> Work to complete: Retype, please, the listing from its opening line through the line that contains "c.lineCap = dash ? 'butt' : 'round';", both included, without the pictures.

> Exercise material:
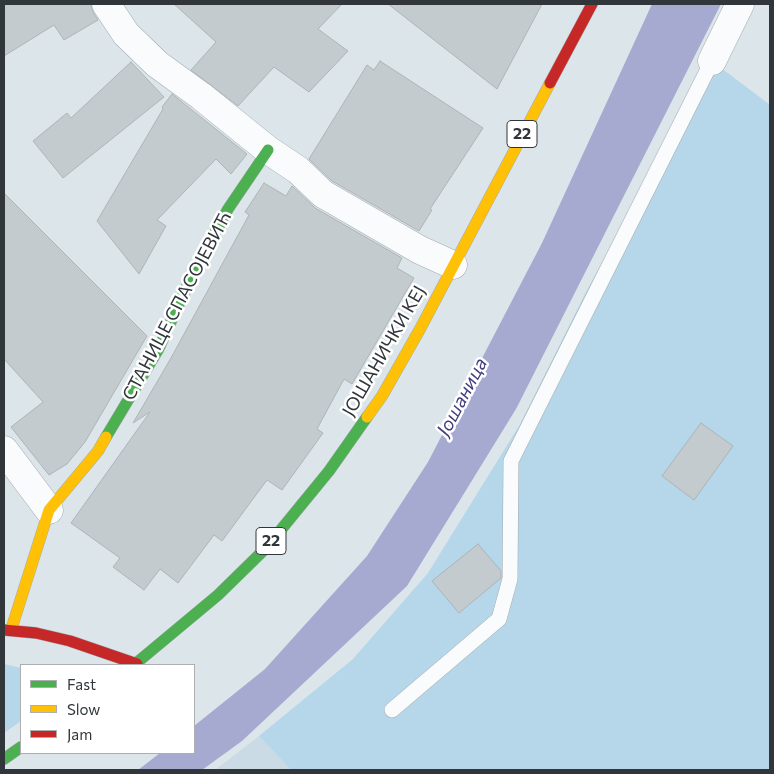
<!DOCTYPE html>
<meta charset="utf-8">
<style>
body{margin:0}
#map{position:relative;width:774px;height:774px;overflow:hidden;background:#dce5ea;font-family:Commissioner,sans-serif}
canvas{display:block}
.frame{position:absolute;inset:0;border:5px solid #30363a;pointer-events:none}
.legend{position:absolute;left:20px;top:664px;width:175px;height:90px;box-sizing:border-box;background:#fff;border:1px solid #acafb0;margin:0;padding:6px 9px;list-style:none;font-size:15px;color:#30363a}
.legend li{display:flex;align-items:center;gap:10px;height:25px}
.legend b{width:25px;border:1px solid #acafb0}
</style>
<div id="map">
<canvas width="774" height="774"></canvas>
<div class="frame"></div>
<ul class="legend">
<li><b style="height:6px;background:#4caf50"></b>Fast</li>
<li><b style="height:6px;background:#ffc107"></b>Slow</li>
<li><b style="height:6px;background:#c62828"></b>Jam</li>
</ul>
</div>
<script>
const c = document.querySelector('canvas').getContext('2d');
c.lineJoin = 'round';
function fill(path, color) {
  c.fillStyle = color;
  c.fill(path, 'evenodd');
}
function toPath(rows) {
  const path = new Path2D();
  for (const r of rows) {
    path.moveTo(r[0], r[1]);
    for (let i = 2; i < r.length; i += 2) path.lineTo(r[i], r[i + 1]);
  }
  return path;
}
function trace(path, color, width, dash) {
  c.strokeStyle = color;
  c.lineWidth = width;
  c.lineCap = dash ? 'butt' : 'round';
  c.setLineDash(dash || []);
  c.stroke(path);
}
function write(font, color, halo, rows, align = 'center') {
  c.font = font + ' Commissioner,sans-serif';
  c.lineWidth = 5;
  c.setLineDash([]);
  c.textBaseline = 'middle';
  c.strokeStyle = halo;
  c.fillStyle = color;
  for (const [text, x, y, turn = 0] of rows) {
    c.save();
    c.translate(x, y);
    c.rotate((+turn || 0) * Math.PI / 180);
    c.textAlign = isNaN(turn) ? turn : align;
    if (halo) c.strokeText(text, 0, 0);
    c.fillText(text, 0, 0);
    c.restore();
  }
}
fill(toPath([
 [259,736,291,770,215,770]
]), '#cbdbe5');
fill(toPath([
 [712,61,770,105,770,770,291,770,259,736,353,659,428,573,519,426,587,290],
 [4,664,21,668,21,721,4,733]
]), '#b5d7e9');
fill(toPath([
 [652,4,721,4,516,409,407,586,242,741,202,770,138,770,160,753,194,753,194,726,265,669,367,556,428,462,542,243]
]), '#a7aad0');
const building = toPath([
 [4,4,91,4,93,12,98,20,64,40,54,25,4,56,4,4],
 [174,4,342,4,318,29,348,51,309,92,274,67,238,106,191,70,216,42,174,4],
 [388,4,542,4,497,89,388,4],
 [380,61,483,128,430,209,432,210,419,231,332,181,309,159,367,65,374,70,380,61],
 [131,62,164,97,63,178,33,141,67,113,71,118,131,62],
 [172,94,247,154,231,174,216,159,157,220,166,226,139,274,97,221,163,109,162,107,172,94],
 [264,183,286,196,292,186,315,208,402,258,397,268,414,278,352,384,344,379,317,429,323,433,282,490,267,480,222,541,214,535,178,583,160,569,144,590,113,567,120,558,71,523,150,412,133,423,171,358,249,215,245,212,264,183],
 [4,193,147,336,85,442,67,464,49,475,11,427,43,402,4,359,4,193],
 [701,423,733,446,694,500,662,476,701,423],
 [478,544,501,571,501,578,459,613,432,581,478,544]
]);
fill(building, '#c4cbcf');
trace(building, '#acb4b6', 1);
const lane = toPath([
 [392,710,499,619,510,579,511,461,712,61]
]);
const street = toPath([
 [106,4,126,34,157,64,201,96,268,150,298,170,323,194,420,250,453,265],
 [712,61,740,4],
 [4,450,49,510]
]);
const fast = toPath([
 [106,437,158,350,192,275,228,209,268,150],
 [134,665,218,595,266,548,329,471,367,417],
 [4,759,21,747]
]);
const slow = toPath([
 [367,417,382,396,420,329,550,83],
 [11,630,49,510,98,451,106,437]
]);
const jam = toPath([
 [550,83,592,4],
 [4,630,36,633,70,641,137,664]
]);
trace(lane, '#a4abaf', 16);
trace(street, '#a4abaf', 29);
trace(fast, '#a4abaf', 12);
trace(slow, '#a4abaf', 12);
trace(jam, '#a4abaf', 12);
trace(lane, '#fafbfc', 15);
trace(street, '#fafbfc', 28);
trace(fast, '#4caf50', 11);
trace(slow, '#ffc107', 11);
trace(jam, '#c62828', 11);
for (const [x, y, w] of [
 [522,134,30],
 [271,541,30]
]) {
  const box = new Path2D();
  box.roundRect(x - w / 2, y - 13.5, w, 27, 4);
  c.fillStyle = '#fff';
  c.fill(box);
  trace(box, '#30363a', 1);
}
write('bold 16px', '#30363a', null, [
 ["22",522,134],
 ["22",271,541]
]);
write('18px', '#30363a', '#fff', [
 ["СТАНИЦЕ СПАСОЈЕВИЋ",177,306,-62],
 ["ЈОШАНИЧКИ КЕЈ",384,351,-60]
]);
write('italic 19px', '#423e80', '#fff', [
 ["Јошаница",462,397,-62]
]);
</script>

> Exercise output:
<!DOCTYPE html>
<meta charset="utf-8">
<style>
body{margin:0}
#map{position:relative;width:774px;height:774px;overflow:hidden;background:#dce5ea;font-family:Commissioner,sans-serif}
canvas{display:block}
.frame{position:absolute;inset:0;border:5px solid #30363a;pointer-events:none}
.legend{position:absolute;left:20px;top:664px;width:175px;height:90px;box-sizing:border-box;background:#fff;border:1px solid #acafb0;margin:0;padding:6px 9px;list-style:none;font-size:15px;color:#30363a}
.legend li{display:flex;align-items:center;gap:10px;height:25px}
.legend b{width:25px;border:1px solid #acafb0}
</style>
<div id="map">
<canvas width="774" height="774"></canvas>
<div class="frame"></div>
<ul class="legend">
<li><b style="height:6px;background:#4caf50"></b>Fast</li>
<li><b style="height:6px;background:#ffc107"></b>Slow</li>
<li><b style="height:6px;background:#c62828"></b>Jam</li>
</ul>
</div>
<script>
const c = document.querySelector('canvas').getContext('2d');
c.lineJoin = 'round';
function fill(path, color) {
  c.fillStyle = color;
  c.fill(path, 'evenodd');
}
function toPath(rows) {
  const path = new Path2D();
  for (const r of rows) {
    path.moveTo(r[0], r[1]);
    for (let i = 2; i < r.length; i += 2) path.lineTo(r[i], r[i + 1]);
  }
  return path;
}
function trace(path, color, width, dash) {
  c.strokeStyle = color;
  c.lineWidth = width;
  c.lineCap = dash ? 'butt' : 'round';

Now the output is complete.